Nicht immer ist Tanja Stadler alles leicht von der Hand gegangen. Beinahe hätte sie nach dem ersten Semester ihr Mathematikstudium abgebrochen. Zu gross waren die Selbstzweifel, es nicht zu schaffen. Anders ihre männlichen Kommilitonen: Viele von ihnen behaupteten ihr gegenüber, den Stoff verstanden zu haben.

Mutter zweier kleiner Kinder

Weil sie nicht wusste, welches Hauptfach sie anstelle von Mathematik studieren sollte, schrieb sie dennoch die Prüfungen. Und bestand. «Es war ein Lernprozess, nicht alles für bare Münze zu nehmen. Aber auch später stellte ich in Begegnungen mit anderen Frauen wiederholt fest, dass sie sich im Schnitt oftmals weniger zutrauen als Männer», sagt Stadler.
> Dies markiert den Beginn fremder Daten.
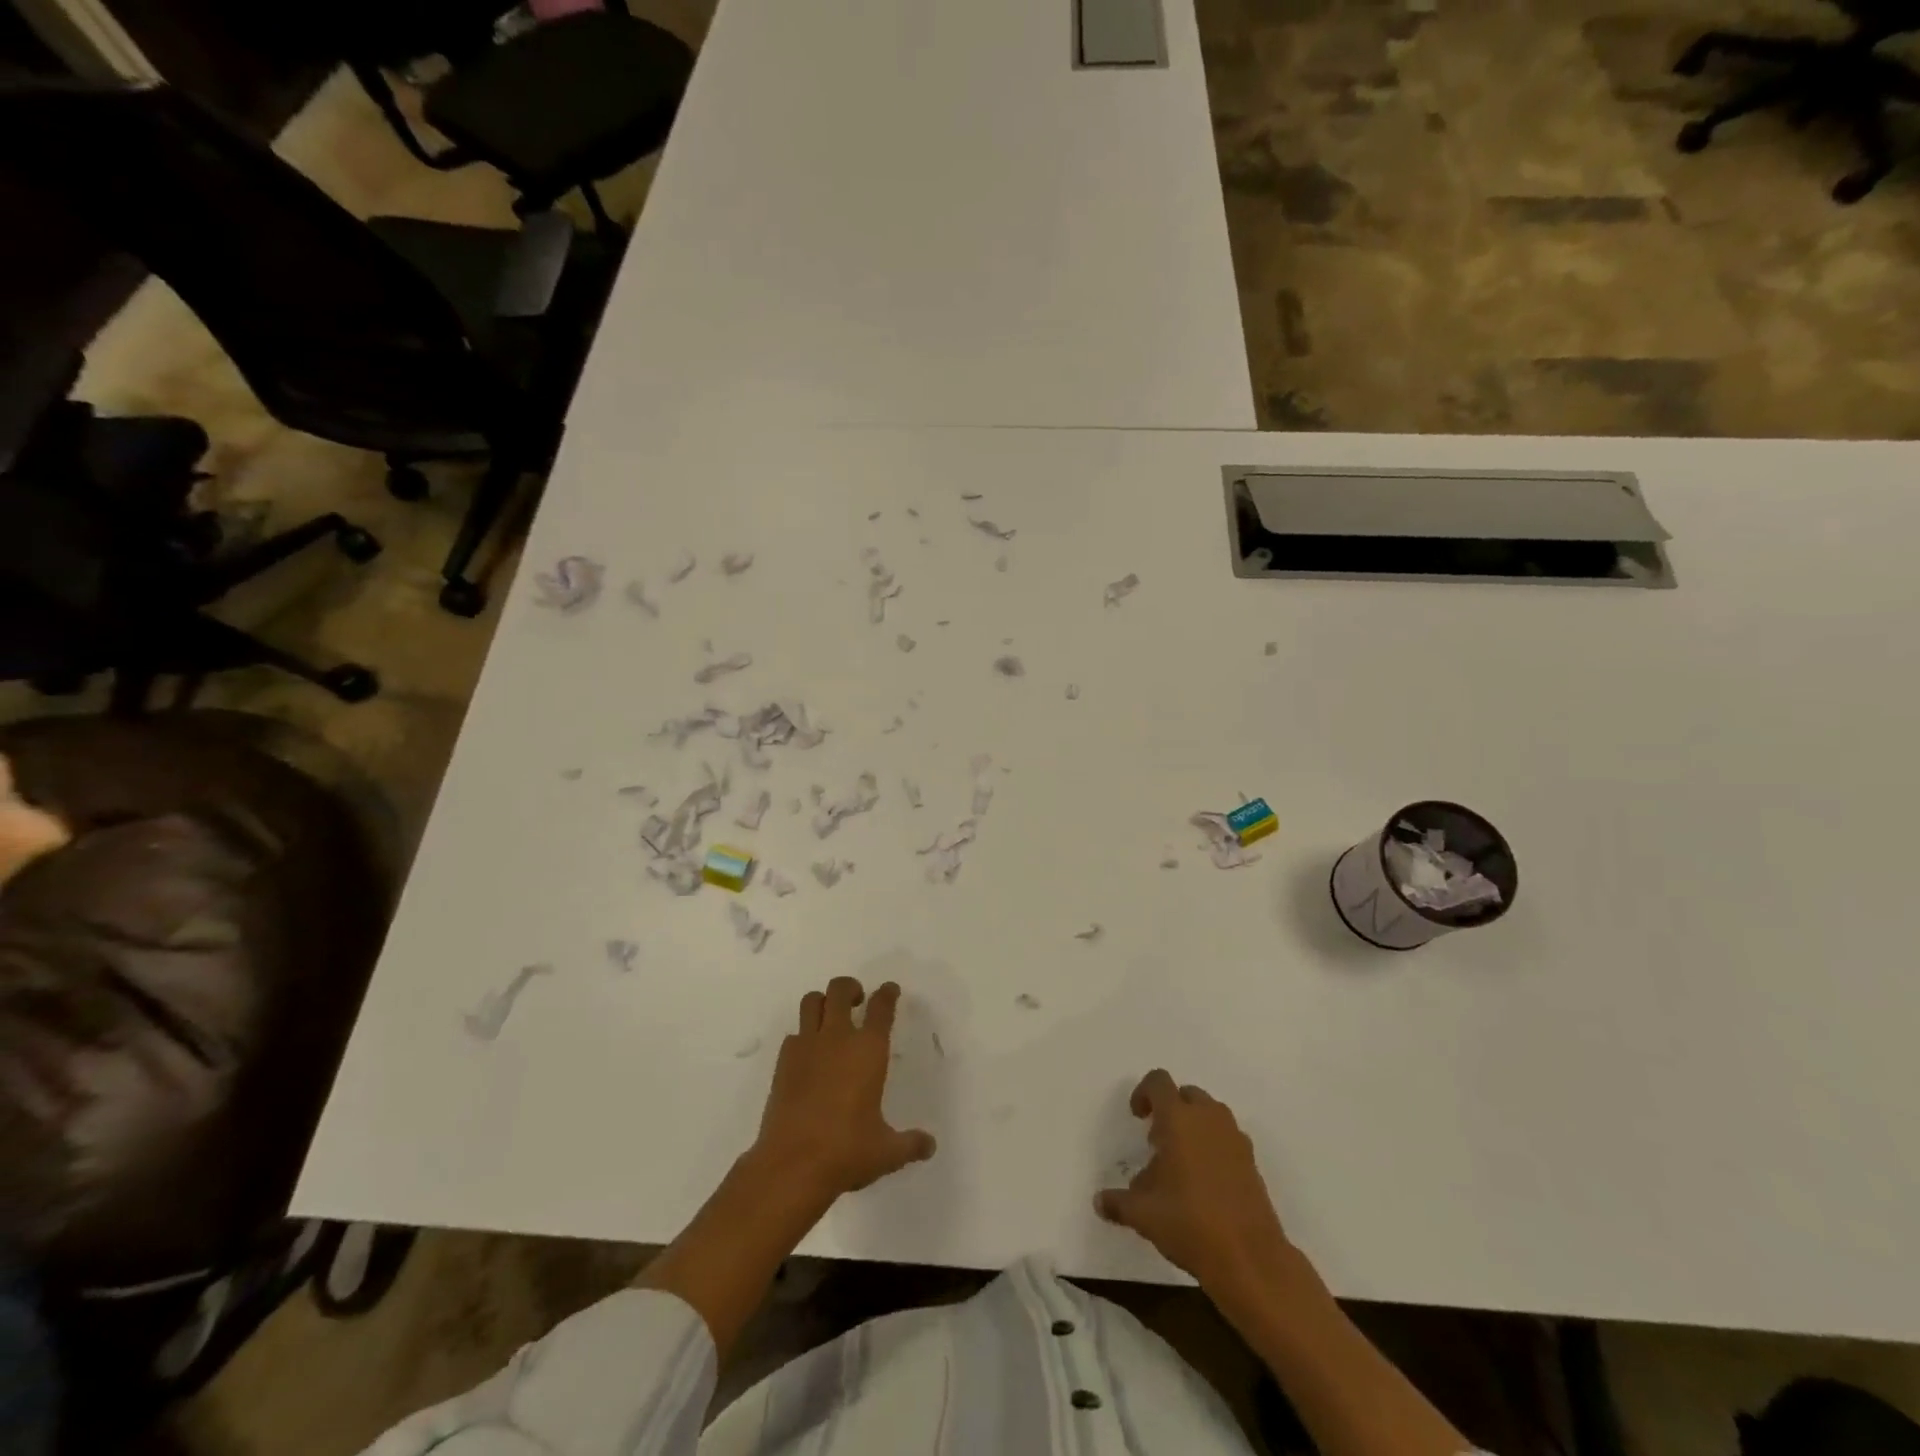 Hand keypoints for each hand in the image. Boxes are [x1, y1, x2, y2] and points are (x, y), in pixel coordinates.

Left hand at [753, 977, 935, 1199]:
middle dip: (851, 988)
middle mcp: (837, 1038)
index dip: (887, 994)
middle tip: (858, 1000)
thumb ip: (910, 1144)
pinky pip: (794, 1034)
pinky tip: (810, 1055)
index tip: (890, 990)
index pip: (881, 1007)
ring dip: (823, 1001)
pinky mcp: (782, 1063)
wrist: (791, 1166)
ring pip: (811, 1002)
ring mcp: (806, 1047)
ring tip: (831, 1017)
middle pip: (840, 990)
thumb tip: (930, 1145)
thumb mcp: (886, 1152)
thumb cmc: (846, 1151)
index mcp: (868, 1050)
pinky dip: (803, 1035)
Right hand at [1095, 1070, 1291, 1288]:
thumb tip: (1100, 1201)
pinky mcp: (1252, 1162)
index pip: (1158, 1082)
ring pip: (1211, 1115)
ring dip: (1194, 1126)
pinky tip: (1205, 1183)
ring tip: (1181, 1163)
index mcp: (1178, 1118)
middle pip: (1187, 1094)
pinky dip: (1214, 1147)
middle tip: (1158, 1142)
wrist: (1250, 1258)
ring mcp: (1235, 1139)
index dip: (1143, 1093)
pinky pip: (1227, 1138)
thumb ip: (1118, 1202)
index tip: (1138, 1118)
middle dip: (1171, 1110)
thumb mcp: (1143, 1214)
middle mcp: (1208, 1119)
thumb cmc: (1189, 1222) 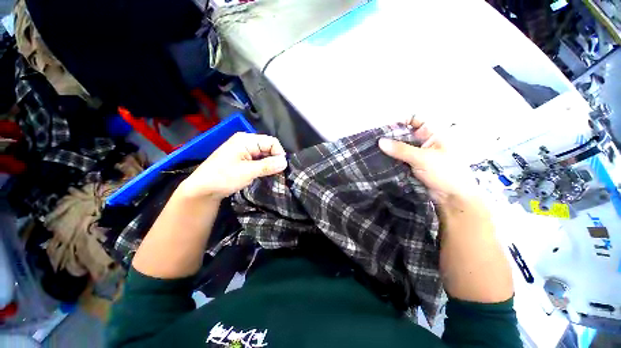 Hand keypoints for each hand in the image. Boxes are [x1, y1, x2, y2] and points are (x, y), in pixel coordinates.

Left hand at [179, 132, 287, 200]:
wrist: (203, 189)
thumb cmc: (223, 177)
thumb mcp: (248, 172)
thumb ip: (268, 166)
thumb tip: (285, 162)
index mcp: (247, 140)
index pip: (272, 142)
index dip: (279, 153)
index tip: (281, 168)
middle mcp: (247, 142)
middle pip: (269, 147)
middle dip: (274, 159)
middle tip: (277, 173)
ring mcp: (244, 150)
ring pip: (265, 154)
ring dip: (269, 164)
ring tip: (271, 174)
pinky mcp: (243, 158)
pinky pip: (259, 159)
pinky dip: (264, 166)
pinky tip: (264, 174)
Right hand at [378, 118, 479, 204]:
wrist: (452, 198)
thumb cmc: (445, 173)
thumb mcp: (423, 158)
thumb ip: (401, 149)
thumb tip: (380, 141)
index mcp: (432, 133)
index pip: (414, 120)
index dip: (399, 120)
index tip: (383, 126)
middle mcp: (423, 141)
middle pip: (403, 133)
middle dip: (390, 135)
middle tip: (373, 138)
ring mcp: (416, 154)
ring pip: (399, 147)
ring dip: (388, 148)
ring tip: (372, 148)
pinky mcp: (411, 165)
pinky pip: (398, 158)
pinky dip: (390, 158)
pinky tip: (378, 158) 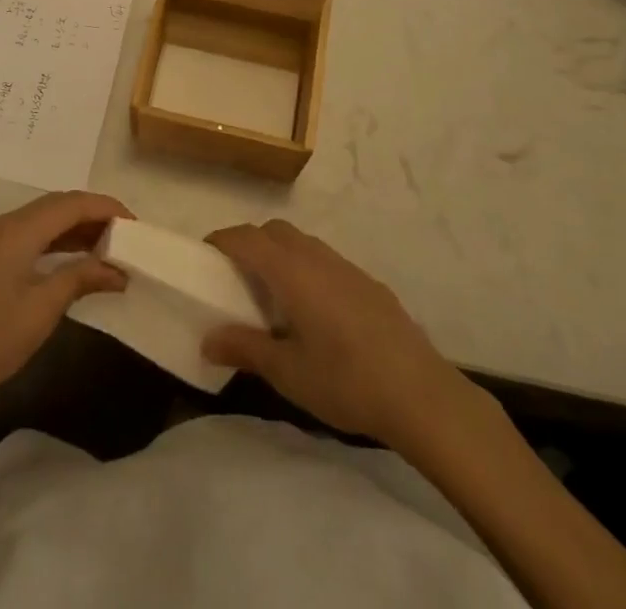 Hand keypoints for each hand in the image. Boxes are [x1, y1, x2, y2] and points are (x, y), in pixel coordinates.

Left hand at [0, 192, 131, 420]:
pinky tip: (78, 259)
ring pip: (46, 218)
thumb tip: (117, 269)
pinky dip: (60, 240)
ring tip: (110, 246)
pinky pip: (34, 233)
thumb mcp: (43, 308)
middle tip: (126, 235)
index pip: (71, 203)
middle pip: (59, 205)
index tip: (136, 224)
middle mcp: (8, 223)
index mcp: (19, 229)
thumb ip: (80, 278)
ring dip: (77, 227)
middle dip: (94, 215)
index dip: (106, 208)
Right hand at [203, 220, 479, 445]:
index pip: (246, 238)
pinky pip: (326, 261)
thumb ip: (245, 349)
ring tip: (273, 295)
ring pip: (303, 243)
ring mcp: (347, 268)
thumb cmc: (345, 380)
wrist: (421, 393)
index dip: (221, 241)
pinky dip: (307, 270)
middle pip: (274, 231)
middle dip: (251, 243)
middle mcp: (316, 257)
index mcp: (291, 270)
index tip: (204, 256)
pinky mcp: (369, 284)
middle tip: (236, 278)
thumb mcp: (287, 372)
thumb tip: (208, 340)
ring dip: (281, 255)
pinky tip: (316, 313)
Frei von Unsicherheiten sei sie bis heute nicht. «Ich überlege häufig lange hin und her, ob ich eine neue Aufgabe annehme – und dieser auch gerecht werden kann», sagt Stadler. Dies auch aus zeitlichen Gründen. Stadler ist Mutter zweier kleiner Kinder. Deshalb übernimmt sie die Leitung der Taskforce bis Ende Jahr. Irgendwann danach möchte sie auch bedenkenlos wieder Pakete öffnen, die ohne Absender auf ihrem Schreibtisch landen.